もう一つの指標はPSR(株価売上高倍率)。時価総額対売上高比率でS&P500では2.4倍まで上がっていた。市場のFANGといわれているIT大手では6倍、7倍まで跳ね上がっていた。つまり、売上高が20兆円、30兆円しかないのに時価総額が100兆円を超えていたという状況だった。PSRにおいて、成長企業においては高くなる側面はあるが、基本的に1倍前後がフェアバリューであるはず。今からアップルやアマゾン・ドットコムの売上高が1兆ドルになるかというと、おそらくならない。ということを総合的に考えると、もともと米国株は割高だった。何かをきっかけに株価は下がると想定していたが、今回はコロナウイルスが売られる表の口実になったといえる。機関投資家は、何か理由がないと売れない。起こるべきして起きた市場の急落だった。
今後のコロナウイルスの影響について考えると、経済的、社会的自粛をやりすぎるとコロナウイルスの被害以上の被害が出る。米国ではサービス業がGDPの67%とほぼ7割を占める国で、国を1カ月止めるだけでも大変な経済損失になる。給料が出ないだけでなく、欧米は「チップの文化」なので、サービス業に従事する彼らの経済的な困難をどうするかという問題にもなる。自粛をやりすぎると景気後退を長引かせることになって、結果的に社会的な被害が大きくなると思う。
さらなる問題は「自粛をいつまでやるか」ということになる。根本的なワクチンがない以上は再び感染が拡大する可能性もある。全世界で自粛をやめることが必要になってくる。私のメインシナリオとしては、初夏の時点で「極度な」自粛は終わり、コロナの話は一度落ち着くと考えている。

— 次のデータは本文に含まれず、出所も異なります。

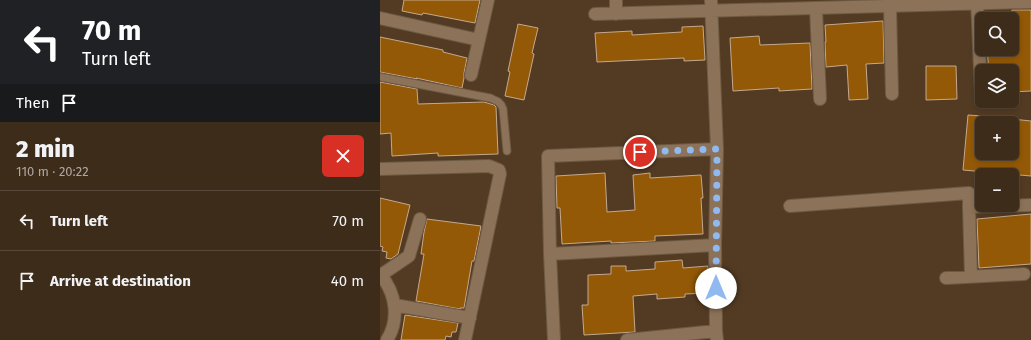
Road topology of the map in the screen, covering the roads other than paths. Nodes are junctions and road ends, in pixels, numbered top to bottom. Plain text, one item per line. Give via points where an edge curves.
1 (488, 0) edge
2 (616, 0) edge
3 (977, 2) edge
4 (1031, 2) edge
5 (711, 6) edge
6 (890, 6) junction
7 (816, 9) junction
8 (595, 14) dead end
9 (616, 14) junction
10 (380, 18) edge
11 (479, 40) junction
12 (980, 64) edge
13 (471, 75) dead end
14 (380, 77) edge
15 (892, 94) dead end
16 (820, 99) dead end
17 (717, 149) junction
18 (507, 151) dead end
19 (380, 169) edge
20 (1031, 205) edge
21 (790, 206) dead end
22 (970, 207) junction
23 (420, 219) dead end
24 (716, 245) junction
25 (550, 254) junction
26 (1024, 274) dead end
27 (380, 275) edge
28 (971, 276) junction
29 (946, 278) dead end
30 (394, 305) junction
31 (470, 318) junction
32 (717, 335) edge
33 (387, 340) edge
34 (465, 340) edge
35 (554, 340) edge
36 (626, 340) edge

1 - 11 street
2 - 9 street
3 - 4 street
3 - 6 street
3 - 12 street
5 - 7 street
5 - 9 street
5 - 17 street
6 - 7 street
6 - 15 street
7 - 16 street
8 - 9 street
10 - 11 street
11 - 13 street
14 - 18 lane via 498,101 503,109
17 - 24 street
17 - 25 street via 548,156
19 - 31 street via 489,166 499,170
20 - 22 street
21 - 22 street via 969,193
22 - 28 street
23 - 27 street via 409,256
24 - 25 street
24 - 32 street
25 - 35 street
26 - 28 street
27 - 30 street via 389,287
28 - 29 street
30 - 31 street
30 - 33 street via 395,316
31 - 34 street
32 - 36 street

そして、景気が今年の後半から回復していく。但し、V字回復とはいかないかもしれない。コロナショック前が前バブル的な景気状況だったので、V時よりもU字型の回復となるだろう。自粛が長引けば当然ダメージが長引き大きくなる。仕事を失った労働者の再就職のあいだ、消費が低迷し不安心理が拡大、特効薬ができない限りは、感染の再拡大、失業恐れなどの不安を100%取り除けないのでV字回復とはいかないというのが通常の見方だ。
リーマンショックほど相場の低迷は長期化しない
ただし、リーマンショックほど悲観はしていない。その理由は、リーマンショックはどの程度の危機なのかが、わからなかった。どの金融機関がどれだけ不良不動産担保証券やデリバティブを抱えているかわからなかった。まるでブラックホールに当時は見えた。

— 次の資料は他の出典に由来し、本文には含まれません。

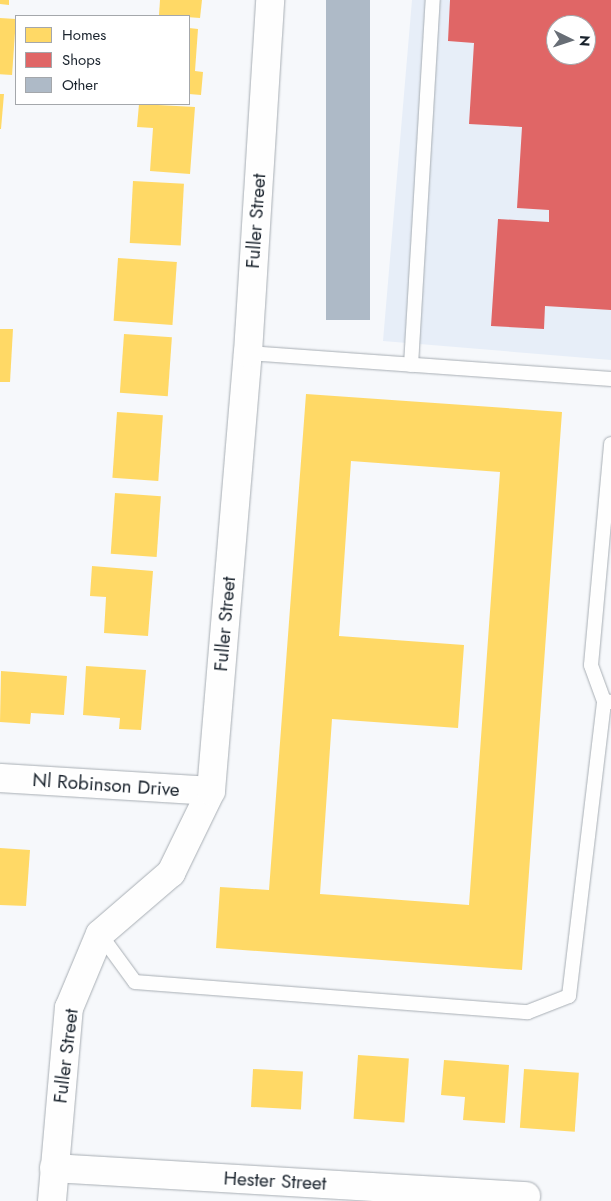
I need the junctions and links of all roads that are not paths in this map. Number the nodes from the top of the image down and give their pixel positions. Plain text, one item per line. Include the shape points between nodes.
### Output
1 (270, 0) edge
2 (433, 0) edge
3 (248, 353) junction
4 (411, 364) junction
5 (611, 379) edge
6 (611, 444) edge
7 (607, 702) edge
8 (0, 778) edge
9 (211, 791) junction
10 (100, 934) junction
11 (54, 1168) junction
12 (526, 1196) dead end
13 (52, 1201) edge

1 - 3 street, Fuller Street
2 - 4 lane
3 - 4 lane
3 - 9 street, Fuller Street
4 - 5 lane
6 - 7 lane via 591,665
7 - 10 lane via 569,996 528,1012 135,982
8 - 9 street, Nl Robinson Drive
9 - 10 street, Fuller Street via 171,873
10 - 11 street, Fuller Street via 70,1008
11 - 12 street, Hester Street
11 - 13 street, Fuller Street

今回は理由がショックの根本的原因が、コロナウイルスだとはっきりしている。ワクチンができれば、またできる流れが見えてくれば相場は戻る。リーマンショックほど長期化するとは思っていない。リーマンは調整も長かった。始まりが2007年のパリバショックで、2008年にリーマンブラザーズが倒産して本格化した。そして、安値を付けたのが2009年とタイムラグが生まれていた。2年間に及ぶ低迷だった。
今回は特徴として株価の調整が早い。約3週間で史上最高値からベアマーケットに入った。これは今までないようなスピード調整だった。なぜ早かったかというと、原因がはっきりしているからだ。ゆえに、原因が取り除かれるとわりと早くマーケット自体は底打ちする可能性がある。
ただし、相場と異なり消費者のマインドが戻るまでは時間がかかる。経済的な減速は、感覚的には9.11(米国の同時多発テロ)に近いかもしれない。当時は一番被害を受けたのが航空会社、観光業だった。一過性の事件だったが、その後米国の消費マインドは冷え込んで、外出も控えられた。